Contributing guide

Offset Code guidelines

This document contains the main values and priorities when writing Offset code. If you are unsure about a design or technical decision, this document might be able to help you reach a decision.

Priorities

The main priorities to consider when writing code in Offset are as follows (In this order):

  1. Security and safety
  2. Correctness
  3. Easy to read code
  4. Efficiency

Security and Safety

Offset is used for passing funds between people. Therefore safety is of highest priority.
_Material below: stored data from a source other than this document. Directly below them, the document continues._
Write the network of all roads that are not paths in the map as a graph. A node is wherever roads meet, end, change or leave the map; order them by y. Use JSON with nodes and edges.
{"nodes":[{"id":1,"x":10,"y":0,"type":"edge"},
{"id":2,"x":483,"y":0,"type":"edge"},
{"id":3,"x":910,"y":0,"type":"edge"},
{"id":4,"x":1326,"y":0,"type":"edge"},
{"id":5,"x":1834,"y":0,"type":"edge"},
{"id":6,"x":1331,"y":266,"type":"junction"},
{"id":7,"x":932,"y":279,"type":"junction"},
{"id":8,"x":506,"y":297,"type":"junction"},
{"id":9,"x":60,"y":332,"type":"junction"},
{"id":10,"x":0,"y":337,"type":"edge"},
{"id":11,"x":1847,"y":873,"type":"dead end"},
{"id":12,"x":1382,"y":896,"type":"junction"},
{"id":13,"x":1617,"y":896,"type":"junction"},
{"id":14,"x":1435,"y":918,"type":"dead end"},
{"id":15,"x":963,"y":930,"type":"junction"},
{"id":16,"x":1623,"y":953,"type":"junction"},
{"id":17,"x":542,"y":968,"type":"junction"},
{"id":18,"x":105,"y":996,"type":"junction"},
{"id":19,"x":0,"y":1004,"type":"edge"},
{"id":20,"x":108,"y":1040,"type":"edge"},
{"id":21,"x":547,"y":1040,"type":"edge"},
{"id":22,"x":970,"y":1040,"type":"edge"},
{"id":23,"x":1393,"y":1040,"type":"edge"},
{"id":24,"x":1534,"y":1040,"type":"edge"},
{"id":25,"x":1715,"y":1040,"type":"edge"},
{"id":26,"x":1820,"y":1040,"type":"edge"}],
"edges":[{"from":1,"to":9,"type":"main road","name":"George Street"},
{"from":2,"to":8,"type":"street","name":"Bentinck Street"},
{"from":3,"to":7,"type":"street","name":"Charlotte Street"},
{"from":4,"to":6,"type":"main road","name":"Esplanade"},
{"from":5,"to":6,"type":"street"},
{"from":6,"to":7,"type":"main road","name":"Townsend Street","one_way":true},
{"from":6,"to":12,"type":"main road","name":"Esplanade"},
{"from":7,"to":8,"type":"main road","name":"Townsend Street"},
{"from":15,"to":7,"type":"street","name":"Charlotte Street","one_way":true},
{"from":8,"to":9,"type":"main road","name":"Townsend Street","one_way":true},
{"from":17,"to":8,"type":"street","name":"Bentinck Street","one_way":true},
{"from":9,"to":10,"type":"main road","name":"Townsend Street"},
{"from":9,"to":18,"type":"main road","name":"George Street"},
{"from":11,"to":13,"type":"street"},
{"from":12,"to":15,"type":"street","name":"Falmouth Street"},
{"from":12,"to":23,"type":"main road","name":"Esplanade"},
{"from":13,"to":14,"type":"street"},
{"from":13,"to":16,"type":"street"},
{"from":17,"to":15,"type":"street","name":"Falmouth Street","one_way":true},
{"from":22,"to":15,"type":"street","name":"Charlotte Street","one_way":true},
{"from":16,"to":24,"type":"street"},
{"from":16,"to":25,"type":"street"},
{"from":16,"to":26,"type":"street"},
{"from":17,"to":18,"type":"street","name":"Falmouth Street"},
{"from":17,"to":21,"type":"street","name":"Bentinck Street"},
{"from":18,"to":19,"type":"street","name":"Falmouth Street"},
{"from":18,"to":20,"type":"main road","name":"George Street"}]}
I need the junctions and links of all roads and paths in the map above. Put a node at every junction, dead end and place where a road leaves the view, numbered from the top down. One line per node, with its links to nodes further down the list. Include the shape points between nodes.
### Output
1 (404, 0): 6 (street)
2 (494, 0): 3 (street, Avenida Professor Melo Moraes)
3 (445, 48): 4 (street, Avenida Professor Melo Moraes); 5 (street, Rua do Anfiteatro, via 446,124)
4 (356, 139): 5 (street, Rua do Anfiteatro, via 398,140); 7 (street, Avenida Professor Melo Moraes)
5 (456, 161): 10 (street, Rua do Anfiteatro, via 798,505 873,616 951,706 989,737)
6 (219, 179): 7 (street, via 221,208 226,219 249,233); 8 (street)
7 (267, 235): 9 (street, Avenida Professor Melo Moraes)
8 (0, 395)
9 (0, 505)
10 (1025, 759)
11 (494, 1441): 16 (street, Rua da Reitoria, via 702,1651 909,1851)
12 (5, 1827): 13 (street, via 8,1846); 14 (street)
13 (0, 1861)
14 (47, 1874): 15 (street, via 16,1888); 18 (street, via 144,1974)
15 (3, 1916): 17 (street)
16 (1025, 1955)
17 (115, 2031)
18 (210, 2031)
  • When two possible designs are possible, always choose the safer design.
  • Always prefer using a boring well tested cryptographic library over writing your own.
  • Random for cryptographic uses should only be obtained from Cryptographic sources.
  • Do not use unsafe statements.
  • In most cases, prefer to use a compile time safety guarantee over a runtime safety guarantee. Instead of verifying that a state is valid at runtime, design your data structures such that invalid states are unrepresentable.
  • Safe operations with numbers. There are Rust functions for safe operations with numbers (addition, subtraction, multiplication, safe casting etc.). Always prefer those over checking inequalities manually.

Async tips

  • Async code is hard to read and hard to test, therefore it should be used only when necessary.
  • If you have to use async code, try to separate all the synchronous logic into a separate state machine that is easy to test and easy to reason about.
  • "Send the sender" trick: If component C sends a request to component D and waits for a response, C should first create a mpsc::oneshot() and keep the receiving end. Then C sends the message to D, together with the sending end of the oneshot. Upon receipt, D will process the message, and send the response through the sending end of the oneshot.

Tests

When writing your code, always think about how you are going to test it. If you think that testing your code will be difficult, try to come up with a different design that will make testing easier.

Always make sure that your tests are deterministic. If a test is not deterministic, it can sometimes fail and sometimes succeed. A failure for a non deterministic test can be hard to track.

Do not use real random number generators in your tests. Instead, load a random number generator with a deterministic seed.

Do not rely on time in your tests. Time is not deterministic. Whenever time is required in your code, use a Stream of ticks instead.

An exception for the deterministic tests rule can be made for large integration tests.